--- Stored dataset items ---
*** Block opens ***

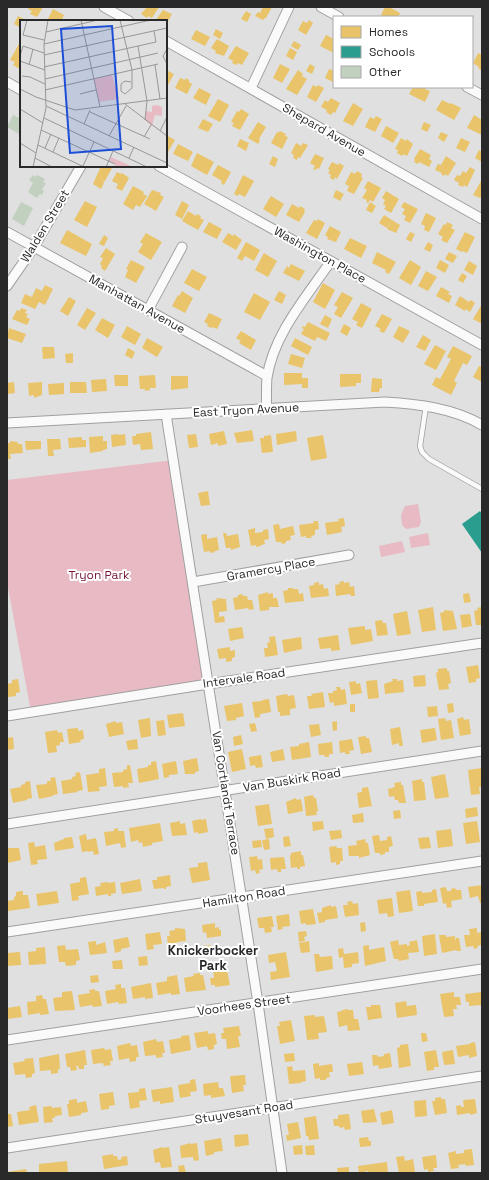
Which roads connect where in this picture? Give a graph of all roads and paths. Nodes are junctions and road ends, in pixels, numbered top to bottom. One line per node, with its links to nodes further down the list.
1 (104, 7): 5 (street)
2 (289, 7): 8 (street)
3 (321, 7): 4 (street)
4 (337, 16)
5 (127, 20)
6 (167, 42): 8 (street, Shepard Avenue)
7 (7, 82): 10 (street)
8 (250, 88): 14 (street, Shepard Avenue)
9 (469, 88): 11 (street)
10 (20, 89)
11 (482, 95)
12 (80, 167): 17 (street, Walden Street)
13 (161, 167): 18 (street, Washington Place)
14 (482, 219)
15 (7, 232): 17 (street, Manhattan Avenue)
16 (182, 246): 20 (street)
17 (34, 247): 19 (street, Walden Street); 20 (street, Manhattan Avenue)
18 (331, 261): 21 (street, Washington Place); 22 (street)
19 (7, 286)
20 (148, 310): 22 (street, Manhattan Avenue)
21 (482, 345)
22 (267, 376): 24 (street)
23 (426, 406): 24 (street, East Tryon Avenue); 27 (street, East Tryon Avenue); 28 (lane)
24 (266, 408): 25 (street, East Tryon Avenue)
25 (166, 414): 26 (street, East Tryon Avenue); 30 (street, Van Cortlandt Terrace)
26 (7, 423)
27 (482, 425)
28 (482, 489)
29 (349, 555): 30 (street, Gramercy Place)
30 (193, 582): 32 (street, Van Cortlandt Terrace)
31 (482, 644): 32 (street, Intervale Road)
32 (208, 684): 33 (street, Intervale Road); 35 (street, Van Cortlandt Terrace)
33 (7, 716)
34 (482, 751): 35 (street, Van Buskirk Road)
35 (225, 790): 36 (street, Van Buskirk Road); 38 (street, Van Cortlandt Terrace)
36 (7, 824)
37 (482, 861): 38 (street, Hamilton Road)
38 (242, 897): 39 (street, Hamilton Road); 41 (street, Van Cortlandt Terrace)
39 (7, 932)
40 (482, 970): 41 (street, Voorhees Street)
41 (258, 1003): 42 (street, Voorhees Street); 44 (street, Van Cortlandt Terrace)
42 (7, 1040)
43 (482, 1076): 44 (street, Stuyvesant Road)
44 (273, 1108): 45 (street, Stuyvesant Road); 46 (street, Van Cortlandt Terrace)
45 (7, 1148)
46 (282, 1173)

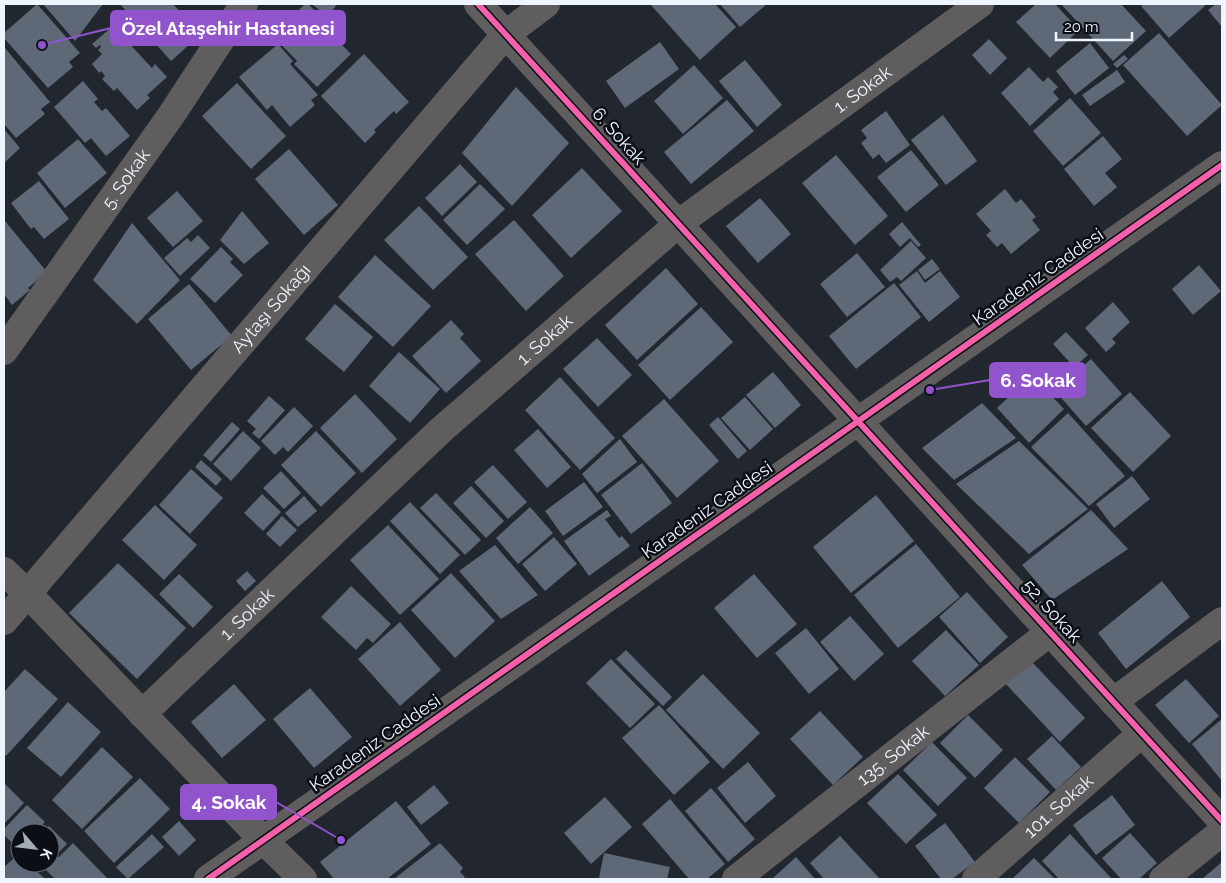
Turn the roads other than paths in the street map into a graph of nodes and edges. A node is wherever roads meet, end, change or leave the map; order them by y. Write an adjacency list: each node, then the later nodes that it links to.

*** Block closes ***

--- WHAT THIS TASK INVOLVES ---
Pictures are not part of the copy; transcribe the rest of the data verbatim.

--- ANSWER AREA ---
Which roads connect where in this picture? Give a graph of all roads and paths. Nodes are junctions and road ends, in pixels, numbered top to bottom. One line per node, with its links to nodes further down the list.
1 (104, 7): 5 (street)
2 (289, 7): 8 (street)
3 (321, 7): 4 (street)
4 (337, 16)
5 (127, 20)
6 (167, 42): 8 (street, Shepard Avenue)
7 (7, 82): 10 (street)
8 (250, 88): 14 (street, Shepard Avenue)
9 (469, 88): 11 (street)
10 (20, 89)
11 (482, 95)
12 (80, 167): 17 (street, Walden Street)
13 (161, 167): 18 (street, Washington Place)
14 (482, 219)
15 (7, 232): 17 (street, Manhattan Avenue)
16 (182, 246): 20 (street)
17 (34, 247): 19 (street, Walden Street); 20 (street, Manhattan Avenue)
18 (331, 261): 21 (street, Washington Place); 22 (street)
19 (7, 286)
20 (148, 310): 22 (street, Manhattan Avenue)
21 (482, 345)
22 (267, 376): 24 (street)
23 (426, 406): 24 (street, East Tryon Avenue); 27 (street, East Tryon Avenue); 28 (lane)
24 (266, 408): 25 (street, East Tryon Avenue)
25 (166, 414): 26 (street, East Tryon Avenue); 30 (street, Van Cortlandt Terrace)
26 (7, 423)
27 (482, 425)
28 (482, 489)
29 (349, 555): 30 (street, Gramercy Place)
30 (193, 582): 32 (street, Van Cortlandt Terrace)
31 (482, 644): 32 (street, Intervale Road)
32 (208, 684): 33 (street, Intervale Road); 35 (street, Van Cortlandt Terrace)
33 (7, 716)
34 (482, 751): 35 (street, Van Buskirk Road)
35 (225, 790): 36 (street, Van Buskirk Road); 38 (street, Van Cortlandt Terrace)
36 (7, 824)
37 (482, 861): 38 (street, Hamilton Road)
38 (242, 897): 39 (street, Hamilton Road); 41 (street, Van Cortlandt Terrace)
39 (7, 932)
40 (482, 970): 41 (street, Voorhees Street)
41 (258, 1003): 42 (street, Voorhees Street); 44 (street, Van Cortlandt Terrace)
42 (7, 1040)
43 (482, 1076): 44 (street, Stuyvesant Road)
44 (273, 1108): 45 (street, Stuyvesant Road); 46 (street, Van Cortlandt Terrace)
45 (7, 1148)
46 (282, 1173)

Turn the roads other than paths in the street map into a graph of nodes and edges. A node is wherever roads meet, end, change or leave the map; order them by y. Write an adjacency list: each node, then the later nodes that it links to.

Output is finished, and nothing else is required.